Asylmuratova’s counter accusation is that Gergiev has neglected the ballet. While the Mariinsky Opera has had eight premieres in the last year or so, the ballet has had none. And that some of the Academy’s best graduates are going over to the Bolshoi and other companies, where the conditions are better.

Dorofeeva says the real reason Gergiev is trying to take control is that he wants to use the Vaganova building, which she and Asyluratova have resisted. Alovert says, “I think Gergiev hopes that Tsiskaridze will be more flexible.”

The crazy part (or one of the crazy parts) to me is that Tsiskaridze, in order to keep up the pretense that he has been put in charge for artistic reasons, says he plans to hire teachers more familiar with current styles. But in the past he has lambasted the Bolshoi for being too influenced by contemporary styles outside of Russia and ignoring the great Yuri Grigorovich. He claimed that other countries are laughing at Russia for not using this national treasure more. Perhaps Tsiskaridze hasn’t noticed that very few other ballet company outside of Russia have asked for a Grigorovich ballet. (The choreographer’s Ivan the Terrible performed by Paris Opéra Ballet in 2003 is available on a Naxos DVD.)
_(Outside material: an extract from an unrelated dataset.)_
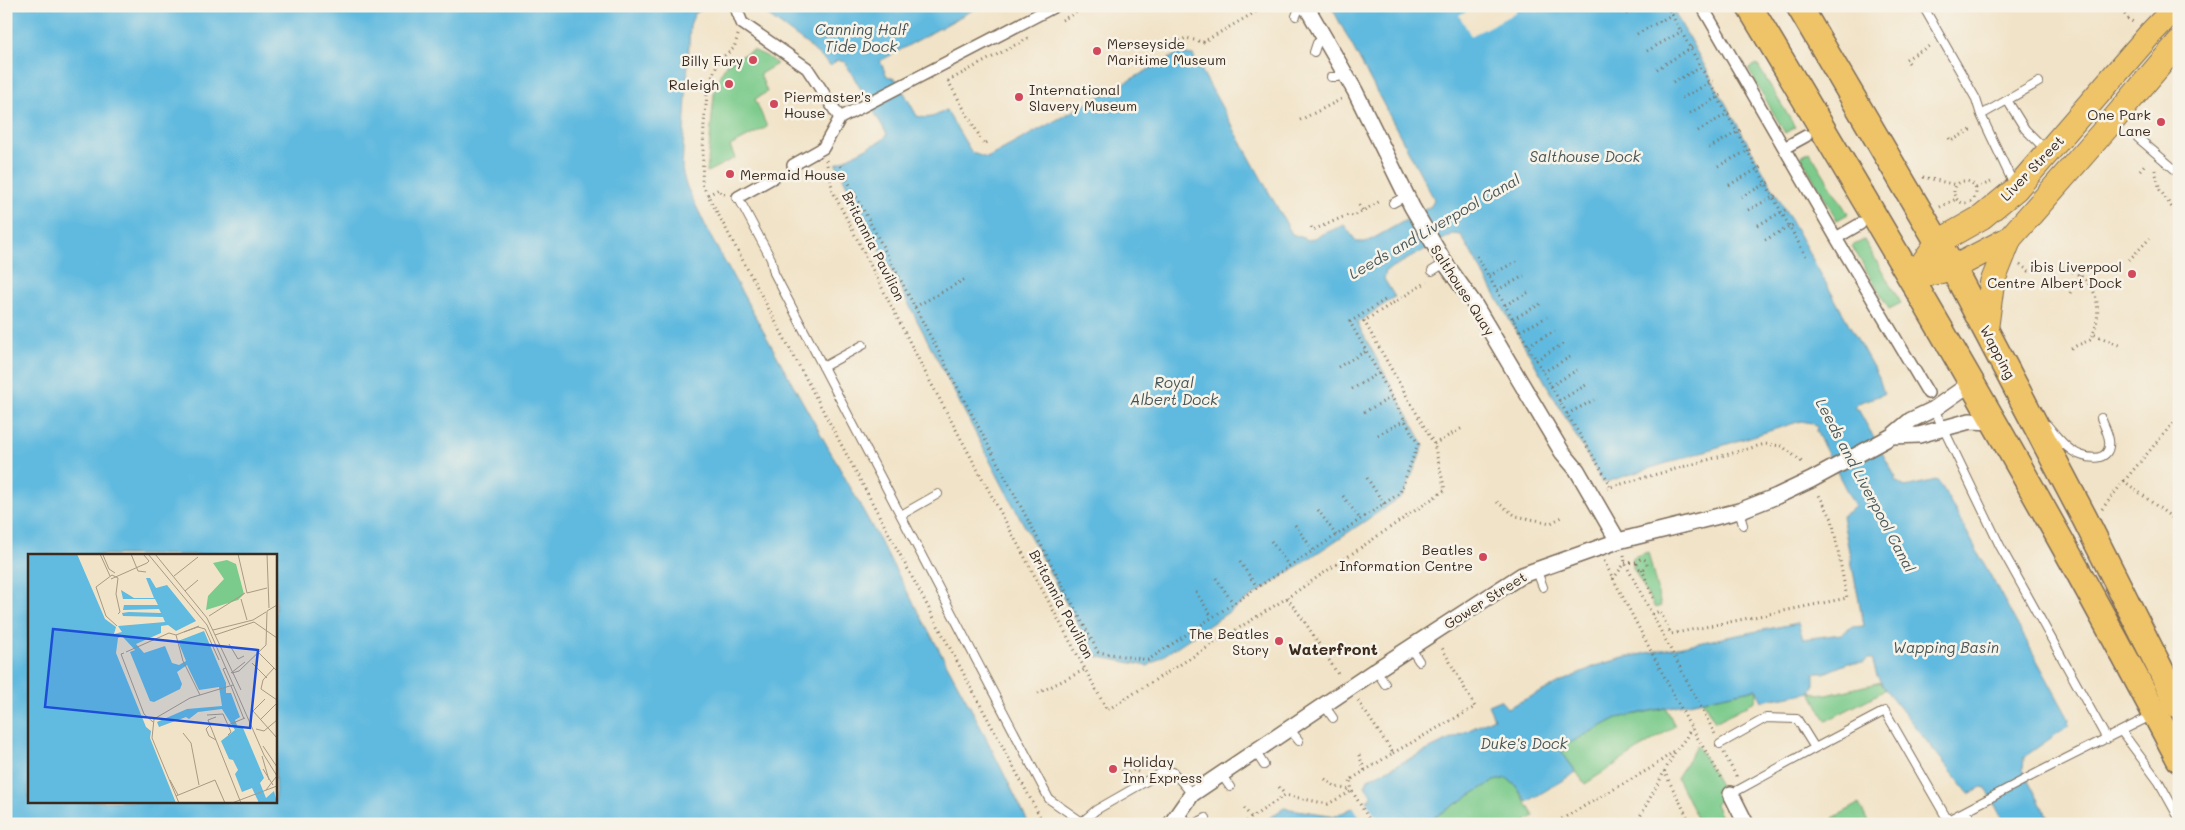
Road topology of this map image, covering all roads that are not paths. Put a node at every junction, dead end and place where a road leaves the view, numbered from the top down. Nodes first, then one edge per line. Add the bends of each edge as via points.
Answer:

Tsiskaridze has another rival in Alexei Fomkin, currently the Vaganova’s well respected vice rector. The author of a hefty book on the Vaganova technique, Fomkin is the person who opened the Vaganova archives to Elizabeth Kendall for her terrific book, Balanchine and the Lost Muse, about the choreographer’s time as a student at the Academy. Kendall told me that she sent a letter of support to Fomkin, expressing her respect for what the Vaganova Academy has accomplished under the Asylmuratova/Dorofeeva/Fomkin leadership.

The Academic Council will meet at the end of this month to set a date for the election for a permanent rector. According to Academy rules, all the faculty will get to vote. I am hoping that Tsiskaridze’s well-placed friends will find him a more appropriate job, and that Gergiev will leave the Vaganova Academy alone.